# What you have to do
Only the lines with "above" in the entries below belong in the answer; please copy them.
====== Records supplied
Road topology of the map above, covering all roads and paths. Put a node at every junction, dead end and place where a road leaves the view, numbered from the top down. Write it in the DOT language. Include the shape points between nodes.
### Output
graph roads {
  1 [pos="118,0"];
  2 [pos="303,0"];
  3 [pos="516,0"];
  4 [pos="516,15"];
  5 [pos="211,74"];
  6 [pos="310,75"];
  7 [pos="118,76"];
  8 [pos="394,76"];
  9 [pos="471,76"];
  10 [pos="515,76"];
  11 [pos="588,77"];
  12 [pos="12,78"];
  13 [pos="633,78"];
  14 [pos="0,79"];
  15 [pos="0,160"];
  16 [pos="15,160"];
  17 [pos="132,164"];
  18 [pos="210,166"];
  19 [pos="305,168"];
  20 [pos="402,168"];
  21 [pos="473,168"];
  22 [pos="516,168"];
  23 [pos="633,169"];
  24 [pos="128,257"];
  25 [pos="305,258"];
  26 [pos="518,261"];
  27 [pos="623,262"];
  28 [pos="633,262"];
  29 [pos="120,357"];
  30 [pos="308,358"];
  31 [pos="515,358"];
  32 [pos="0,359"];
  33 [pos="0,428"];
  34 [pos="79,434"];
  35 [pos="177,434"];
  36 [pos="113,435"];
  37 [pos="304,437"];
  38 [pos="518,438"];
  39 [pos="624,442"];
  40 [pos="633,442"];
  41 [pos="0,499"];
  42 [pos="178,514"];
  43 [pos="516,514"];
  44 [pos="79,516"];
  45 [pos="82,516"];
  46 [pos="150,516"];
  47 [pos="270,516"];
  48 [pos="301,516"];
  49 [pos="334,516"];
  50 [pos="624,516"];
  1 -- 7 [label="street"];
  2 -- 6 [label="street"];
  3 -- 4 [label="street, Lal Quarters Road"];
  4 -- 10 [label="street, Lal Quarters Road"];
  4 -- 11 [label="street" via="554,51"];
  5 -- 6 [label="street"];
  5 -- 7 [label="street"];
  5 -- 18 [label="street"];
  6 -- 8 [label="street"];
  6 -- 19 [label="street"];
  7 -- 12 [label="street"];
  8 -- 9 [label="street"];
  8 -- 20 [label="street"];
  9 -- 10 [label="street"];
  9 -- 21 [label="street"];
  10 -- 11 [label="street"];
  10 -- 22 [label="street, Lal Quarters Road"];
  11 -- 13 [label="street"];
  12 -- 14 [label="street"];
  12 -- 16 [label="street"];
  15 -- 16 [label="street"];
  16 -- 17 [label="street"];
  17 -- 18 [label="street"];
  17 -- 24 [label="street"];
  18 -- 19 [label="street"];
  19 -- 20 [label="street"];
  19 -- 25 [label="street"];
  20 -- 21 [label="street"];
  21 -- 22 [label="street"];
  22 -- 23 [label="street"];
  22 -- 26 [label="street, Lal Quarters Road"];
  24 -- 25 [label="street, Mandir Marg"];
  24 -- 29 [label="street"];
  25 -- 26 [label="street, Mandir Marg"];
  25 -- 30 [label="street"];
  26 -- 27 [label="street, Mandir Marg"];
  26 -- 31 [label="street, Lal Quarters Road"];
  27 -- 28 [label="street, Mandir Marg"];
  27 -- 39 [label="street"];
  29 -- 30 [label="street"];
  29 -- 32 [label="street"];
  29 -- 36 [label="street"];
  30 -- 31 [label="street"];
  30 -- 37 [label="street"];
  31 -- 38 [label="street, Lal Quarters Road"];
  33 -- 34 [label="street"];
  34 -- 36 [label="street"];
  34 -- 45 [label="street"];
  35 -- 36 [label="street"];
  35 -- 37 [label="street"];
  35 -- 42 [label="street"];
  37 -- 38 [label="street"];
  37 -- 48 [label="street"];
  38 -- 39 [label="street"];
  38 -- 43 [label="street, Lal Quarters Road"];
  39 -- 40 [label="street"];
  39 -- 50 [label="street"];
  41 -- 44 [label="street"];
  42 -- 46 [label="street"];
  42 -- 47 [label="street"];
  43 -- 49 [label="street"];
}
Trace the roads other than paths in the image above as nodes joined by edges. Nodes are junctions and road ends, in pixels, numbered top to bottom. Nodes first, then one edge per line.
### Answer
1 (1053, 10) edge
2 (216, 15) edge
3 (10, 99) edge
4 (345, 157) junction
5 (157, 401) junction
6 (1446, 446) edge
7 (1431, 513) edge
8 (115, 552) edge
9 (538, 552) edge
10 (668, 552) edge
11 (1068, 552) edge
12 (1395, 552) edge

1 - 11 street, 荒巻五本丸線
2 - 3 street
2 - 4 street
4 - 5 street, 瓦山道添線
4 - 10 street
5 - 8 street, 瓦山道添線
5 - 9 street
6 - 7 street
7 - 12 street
============
====== Records supplied
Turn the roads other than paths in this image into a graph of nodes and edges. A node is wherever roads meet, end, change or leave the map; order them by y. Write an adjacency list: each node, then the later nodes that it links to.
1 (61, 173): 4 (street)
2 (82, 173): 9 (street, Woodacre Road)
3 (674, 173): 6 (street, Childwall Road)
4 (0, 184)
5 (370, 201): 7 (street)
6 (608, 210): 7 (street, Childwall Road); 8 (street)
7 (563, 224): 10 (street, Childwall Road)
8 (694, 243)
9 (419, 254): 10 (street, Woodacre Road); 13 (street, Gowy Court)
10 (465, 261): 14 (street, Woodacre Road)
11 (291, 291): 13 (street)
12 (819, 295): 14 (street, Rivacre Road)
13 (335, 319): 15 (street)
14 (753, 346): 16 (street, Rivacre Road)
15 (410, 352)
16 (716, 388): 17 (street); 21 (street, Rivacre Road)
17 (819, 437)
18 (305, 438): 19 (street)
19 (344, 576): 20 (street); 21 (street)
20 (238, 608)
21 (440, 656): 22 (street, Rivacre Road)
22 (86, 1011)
============
# Exercise answer
Road topology of the map above, covering all roads and paths. Put a node at every junction, dead end and place where a road leaves the view, numbered from the top down. Write it in the DOT language. Include the shape points between nodes.
Trace the roads other than paths in the image above as nodes joined by edges. Nodes are junctions and road ends, in pixels, numbered top to bottom. Nodes first, then one edge per line.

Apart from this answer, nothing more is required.